Luci appena accese e fioche su tutto questo, Mentre grandi fari sulle liste, sui candidati, sulle preferenze, sulle cordate. E poi, sarà il caso di cominciare a dirlo. Ma come si scelgono questi candidati? Fermo restando la necessità di rinnovare e mandare, diciamo al giusto riposo chi ha legislature varie sulle spalle, ma il nuovo come viene scelto?
Ma tra le tanto bistrattate primarie ed il niente, una via di mezzo, non era proprio praticabile? Ci sono giovani che sembrano polli di allevamento, spesso allevati in questa asfittica incubatrice che è la politica di adesso, spesso allevati nel pubblico impiego e nei suoi anfratti collaterali. Rari i polli ruspanti, rare le professionalità sperimentate, le competenze vere, i curricula probanti, le storie e le personalità di rilievo. Ma così non si va verso la politica di tutti, si va verso la politica di nessuno. Parafrasando un vecchio editorialista dell’Unità, che scriveva con lo pseudonimo di “Fortebraccio” e che al secolo rispondeva al nome di Mario Melloni,e che definì il nascente personaggio di Rutelli “sopra il motorino, niente”, oggi verrebbe da dire pensando alle attuali forme di propaganda elettorale “dentro il santino,niente”.

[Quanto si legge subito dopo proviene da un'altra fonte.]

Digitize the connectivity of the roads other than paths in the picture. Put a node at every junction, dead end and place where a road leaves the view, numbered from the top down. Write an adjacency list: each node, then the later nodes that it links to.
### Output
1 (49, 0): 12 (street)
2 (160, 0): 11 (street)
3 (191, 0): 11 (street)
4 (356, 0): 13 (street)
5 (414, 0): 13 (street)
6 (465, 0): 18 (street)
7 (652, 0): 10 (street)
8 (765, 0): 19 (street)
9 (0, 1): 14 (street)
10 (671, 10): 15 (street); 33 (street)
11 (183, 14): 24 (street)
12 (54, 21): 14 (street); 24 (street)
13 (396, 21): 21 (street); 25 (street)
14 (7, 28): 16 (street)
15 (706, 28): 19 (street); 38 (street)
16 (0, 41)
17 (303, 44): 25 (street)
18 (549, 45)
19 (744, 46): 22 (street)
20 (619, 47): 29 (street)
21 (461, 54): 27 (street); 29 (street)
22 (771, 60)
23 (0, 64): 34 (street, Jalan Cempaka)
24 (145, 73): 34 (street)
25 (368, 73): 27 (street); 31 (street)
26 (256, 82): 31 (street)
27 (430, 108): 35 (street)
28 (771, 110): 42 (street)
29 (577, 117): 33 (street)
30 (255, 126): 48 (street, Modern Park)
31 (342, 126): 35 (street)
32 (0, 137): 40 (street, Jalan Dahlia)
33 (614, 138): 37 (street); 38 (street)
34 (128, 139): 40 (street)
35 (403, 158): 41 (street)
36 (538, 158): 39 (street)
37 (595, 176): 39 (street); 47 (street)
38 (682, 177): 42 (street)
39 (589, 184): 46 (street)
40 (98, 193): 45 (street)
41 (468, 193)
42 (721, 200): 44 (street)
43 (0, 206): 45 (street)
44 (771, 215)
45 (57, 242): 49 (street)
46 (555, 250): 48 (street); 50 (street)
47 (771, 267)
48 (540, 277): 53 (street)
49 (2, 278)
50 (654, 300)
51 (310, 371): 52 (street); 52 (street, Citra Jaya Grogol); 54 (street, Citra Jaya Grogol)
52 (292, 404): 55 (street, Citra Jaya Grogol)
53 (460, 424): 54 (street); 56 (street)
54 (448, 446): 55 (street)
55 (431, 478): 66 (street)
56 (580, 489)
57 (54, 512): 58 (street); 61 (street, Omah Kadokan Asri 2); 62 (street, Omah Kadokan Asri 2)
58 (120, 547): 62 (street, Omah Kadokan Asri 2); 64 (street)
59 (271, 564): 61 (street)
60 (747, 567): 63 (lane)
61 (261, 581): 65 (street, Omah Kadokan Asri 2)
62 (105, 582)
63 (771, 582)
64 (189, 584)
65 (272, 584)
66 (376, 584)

Sarà un voto regionale che avrà, checché se ne dica, un gran valore anche politico generale. In particolare come giudizio su Renzi e il suo governo.

Impresa ardua scegliere, quindi, domani, cari concittadini e lettori! Invidio coloro, fra voi, che hanno le idee chiare o addirittura fedi incrollabili.
So che molti altri non andranno a votare, anche amici insospettabili, molti altri voteranno scheda bianca o la annulleranno. Molti, come me, proveranno a fare per l’ennesima volta il loro dovere civico, sperando ancora una volta che qualcosa cambi. E lo faranno cercando, fino all’ultimo secondo, di capire, visto che non esiste l’ottimo dove stia almeno il meno peggio. Probabilmente la persona.
Molti di noi ricordano quando andare a votare e fare politica era una festa. Un momento importante di espressione personale e collettiva.
A quando il giorno in cui, anche se con idee diverse, torneremo a sentirlo come un giorno di vita democratica?

Il tempo a disposizione sembra sempre meno. E non solo perché passa quello della nostra vita.